→ **Exercise**
Determine how many lines in the entries below contain the word "roads". The reply is that number alone.

Dataset items
== Segment start ==

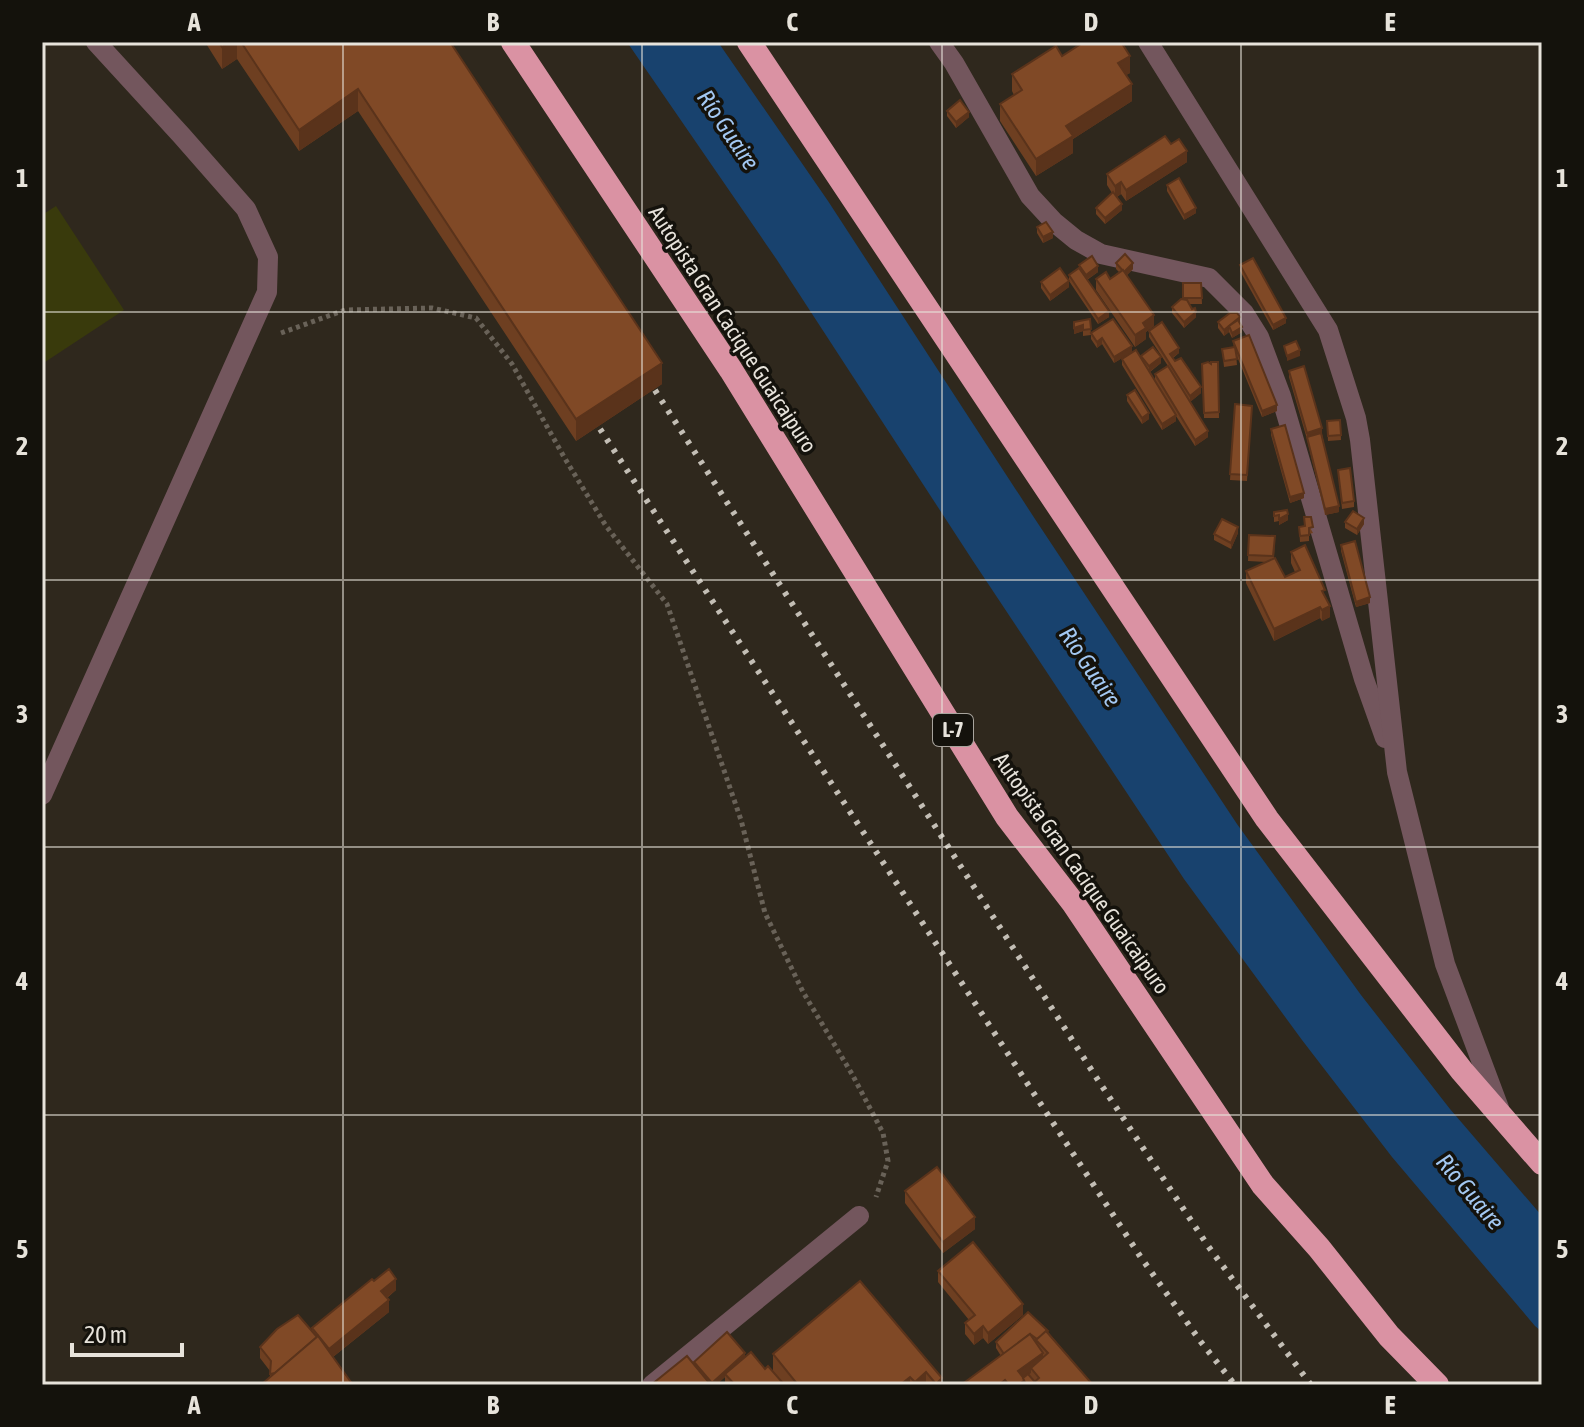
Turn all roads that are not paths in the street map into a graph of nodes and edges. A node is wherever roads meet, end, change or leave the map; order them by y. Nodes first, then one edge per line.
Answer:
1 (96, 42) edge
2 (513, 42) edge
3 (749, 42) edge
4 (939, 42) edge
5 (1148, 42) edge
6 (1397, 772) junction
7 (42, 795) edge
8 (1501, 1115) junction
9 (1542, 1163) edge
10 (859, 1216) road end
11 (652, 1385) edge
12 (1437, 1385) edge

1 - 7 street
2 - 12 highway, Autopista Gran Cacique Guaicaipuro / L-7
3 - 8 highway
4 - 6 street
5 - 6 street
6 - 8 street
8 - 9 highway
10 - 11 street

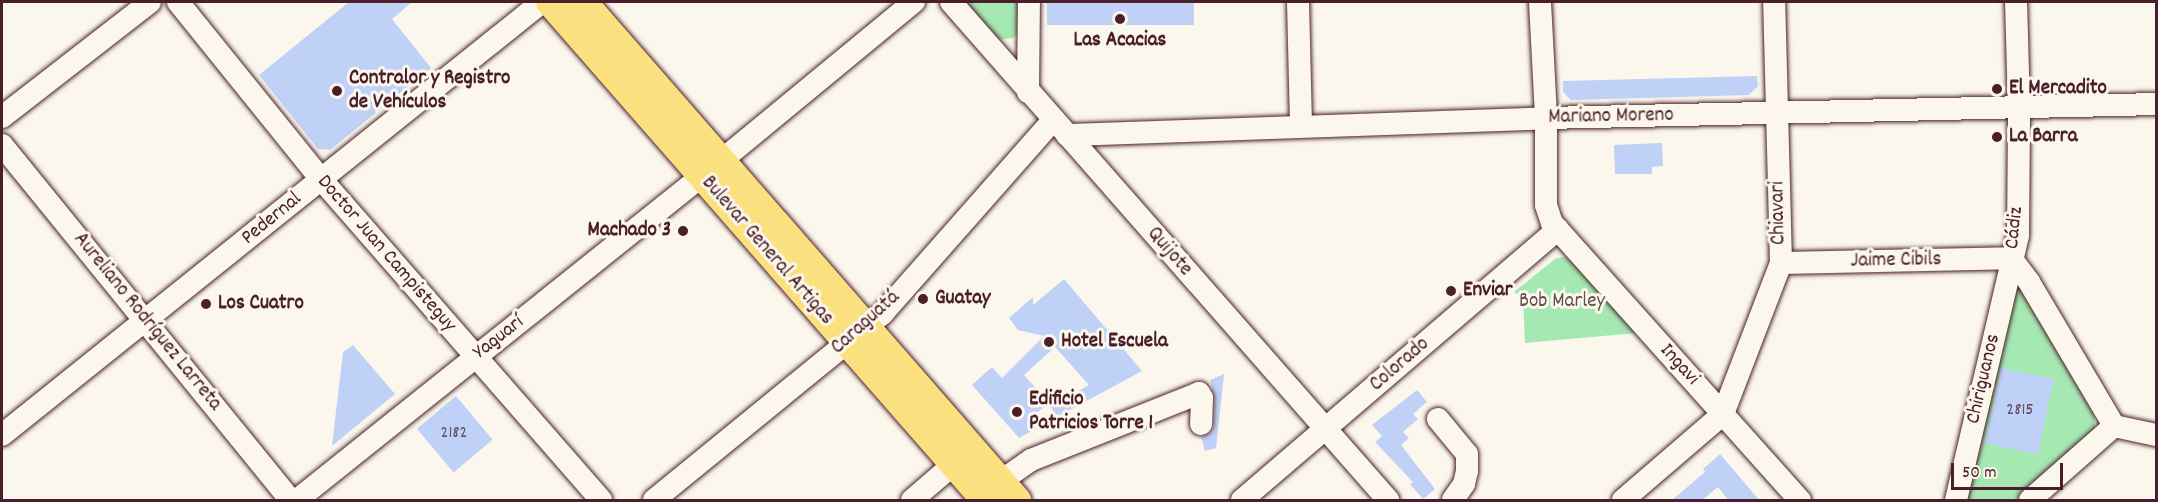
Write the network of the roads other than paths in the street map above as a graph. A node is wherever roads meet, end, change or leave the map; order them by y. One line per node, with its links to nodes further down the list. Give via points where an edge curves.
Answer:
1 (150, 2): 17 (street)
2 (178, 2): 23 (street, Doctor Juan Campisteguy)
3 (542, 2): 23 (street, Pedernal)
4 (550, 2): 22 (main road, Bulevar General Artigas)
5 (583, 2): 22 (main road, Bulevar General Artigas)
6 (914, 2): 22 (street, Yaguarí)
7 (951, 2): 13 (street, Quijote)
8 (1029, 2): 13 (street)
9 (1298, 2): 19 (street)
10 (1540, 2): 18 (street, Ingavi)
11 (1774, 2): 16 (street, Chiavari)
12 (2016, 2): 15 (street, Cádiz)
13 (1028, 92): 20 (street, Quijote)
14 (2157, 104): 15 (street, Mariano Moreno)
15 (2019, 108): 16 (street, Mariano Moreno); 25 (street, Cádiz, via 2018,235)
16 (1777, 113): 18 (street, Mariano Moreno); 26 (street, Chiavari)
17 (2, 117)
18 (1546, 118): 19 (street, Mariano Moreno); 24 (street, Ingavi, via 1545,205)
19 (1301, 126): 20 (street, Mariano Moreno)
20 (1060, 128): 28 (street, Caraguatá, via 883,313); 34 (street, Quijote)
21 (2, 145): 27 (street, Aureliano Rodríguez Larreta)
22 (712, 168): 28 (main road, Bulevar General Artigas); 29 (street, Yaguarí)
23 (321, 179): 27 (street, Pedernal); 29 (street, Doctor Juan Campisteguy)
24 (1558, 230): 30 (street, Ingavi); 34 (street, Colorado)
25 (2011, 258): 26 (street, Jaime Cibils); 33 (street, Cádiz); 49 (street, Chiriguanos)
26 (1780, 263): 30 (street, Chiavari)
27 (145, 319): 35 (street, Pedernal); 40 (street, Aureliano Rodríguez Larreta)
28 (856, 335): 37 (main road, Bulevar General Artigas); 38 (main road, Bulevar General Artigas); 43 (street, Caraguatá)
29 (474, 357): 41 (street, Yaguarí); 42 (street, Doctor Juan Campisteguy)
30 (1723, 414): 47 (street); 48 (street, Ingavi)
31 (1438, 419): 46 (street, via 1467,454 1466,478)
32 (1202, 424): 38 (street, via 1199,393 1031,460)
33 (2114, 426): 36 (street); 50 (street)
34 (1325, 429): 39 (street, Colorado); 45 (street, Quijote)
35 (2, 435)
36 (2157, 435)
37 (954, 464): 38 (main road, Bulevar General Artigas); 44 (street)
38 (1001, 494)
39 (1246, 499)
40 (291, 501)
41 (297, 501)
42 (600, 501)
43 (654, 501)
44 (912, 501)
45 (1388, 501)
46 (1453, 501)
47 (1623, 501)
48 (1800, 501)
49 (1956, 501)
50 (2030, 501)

== Segment end ==

→ **Completed task**
2